Ainsi, les femmes dites « noires » sont l’objet de fantasmes sexuels leur attribuant une nature spécifique, dite «sauvage», sensuelle, souvent désignée par des termes animalisants et donc déshumanisants tels que « tigresse » ou « belle jument ». Les femmes asiatiques sont supposées particulièrement soumises. Et si les femmes en général sont supposées être mères de façon innée, les femmes « noires » sont confrontées à des stigmates essentialistes encore plus violents.
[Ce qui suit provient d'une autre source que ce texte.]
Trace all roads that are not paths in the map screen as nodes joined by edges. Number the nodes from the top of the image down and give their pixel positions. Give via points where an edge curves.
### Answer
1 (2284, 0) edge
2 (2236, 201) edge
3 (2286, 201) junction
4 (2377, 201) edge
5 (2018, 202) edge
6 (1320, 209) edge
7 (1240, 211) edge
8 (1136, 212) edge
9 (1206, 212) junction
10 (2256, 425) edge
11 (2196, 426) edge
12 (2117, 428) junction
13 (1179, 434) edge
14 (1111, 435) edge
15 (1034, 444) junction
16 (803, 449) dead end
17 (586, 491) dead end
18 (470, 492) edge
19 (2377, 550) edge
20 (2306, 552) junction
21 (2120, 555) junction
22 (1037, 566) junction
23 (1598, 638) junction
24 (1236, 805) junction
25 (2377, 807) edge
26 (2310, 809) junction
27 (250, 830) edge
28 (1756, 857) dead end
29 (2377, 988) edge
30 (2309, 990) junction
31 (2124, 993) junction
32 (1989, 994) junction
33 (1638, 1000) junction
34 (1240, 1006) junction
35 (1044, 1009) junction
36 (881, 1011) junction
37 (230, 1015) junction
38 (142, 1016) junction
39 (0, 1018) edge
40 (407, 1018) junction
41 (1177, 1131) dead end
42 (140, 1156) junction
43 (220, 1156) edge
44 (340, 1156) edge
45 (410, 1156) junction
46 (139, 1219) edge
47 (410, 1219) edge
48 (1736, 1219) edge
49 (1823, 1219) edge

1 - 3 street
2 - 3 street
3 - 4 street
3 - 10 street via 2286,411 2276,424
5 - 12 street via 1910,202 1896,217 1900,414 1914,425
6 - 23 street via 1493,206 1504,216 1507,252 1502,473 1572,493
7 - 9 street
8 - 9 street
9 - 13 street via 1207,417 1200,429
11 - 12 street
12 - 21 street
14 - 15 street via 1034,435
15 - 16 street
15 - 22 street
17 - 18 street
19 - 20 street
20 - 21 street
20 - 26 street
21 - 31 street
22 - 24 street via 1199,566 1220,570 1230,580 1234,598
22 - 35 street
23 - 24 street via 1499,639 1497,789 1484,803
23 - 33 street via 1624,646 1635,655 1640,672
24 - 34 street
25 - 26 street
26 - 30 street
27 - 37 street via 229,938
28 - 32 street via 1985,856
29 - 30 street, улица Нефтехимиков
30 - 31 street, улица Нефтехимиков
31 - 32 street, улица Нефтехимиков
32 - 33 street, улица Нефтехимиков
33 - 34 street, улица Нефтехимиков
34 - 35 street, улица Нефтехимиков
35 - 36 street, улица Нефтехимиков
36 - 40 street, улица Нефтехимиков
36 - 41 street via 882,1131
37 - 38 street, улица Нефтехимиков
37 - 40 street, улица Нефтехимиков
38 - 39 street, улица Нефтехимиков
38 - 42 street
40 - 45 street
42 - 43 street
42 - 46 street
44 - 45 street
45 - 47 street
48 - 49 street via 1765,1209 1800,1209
Ceux-ci visent par exemple à les assigner à l’allaitement ou aux métiers « de service » – mal rémunérés – comme s’il était dans leur « nature » de s’occuper des autres. La naturalisation du groupe opprimé, qui vise à légitimer la domination, est un mécanisme commun aux oppressions raciste et patriarcale.
Ce n’est évidemment pas la couleur de la peau ou l’origine ethnique réelle ou supposée qui détermine le cliché, mais bel et bien les représentations sociales auxquelles les groupes dominants – les hommes et les blanc-he-s – assignent les femmes racisées. Sont « racisées » les personnes auxquelles les blanc-he-s attribuent structurellement une « nature » figée du fait de leur origine réelle ou supposée ou de caractéristiques physiques. Par exemple, les femmes martiniquaises ou guadeloupéennes dites « noires » sont globalement perçues par les blanc-he-s comme étrangères alors qu’elles sont françaises.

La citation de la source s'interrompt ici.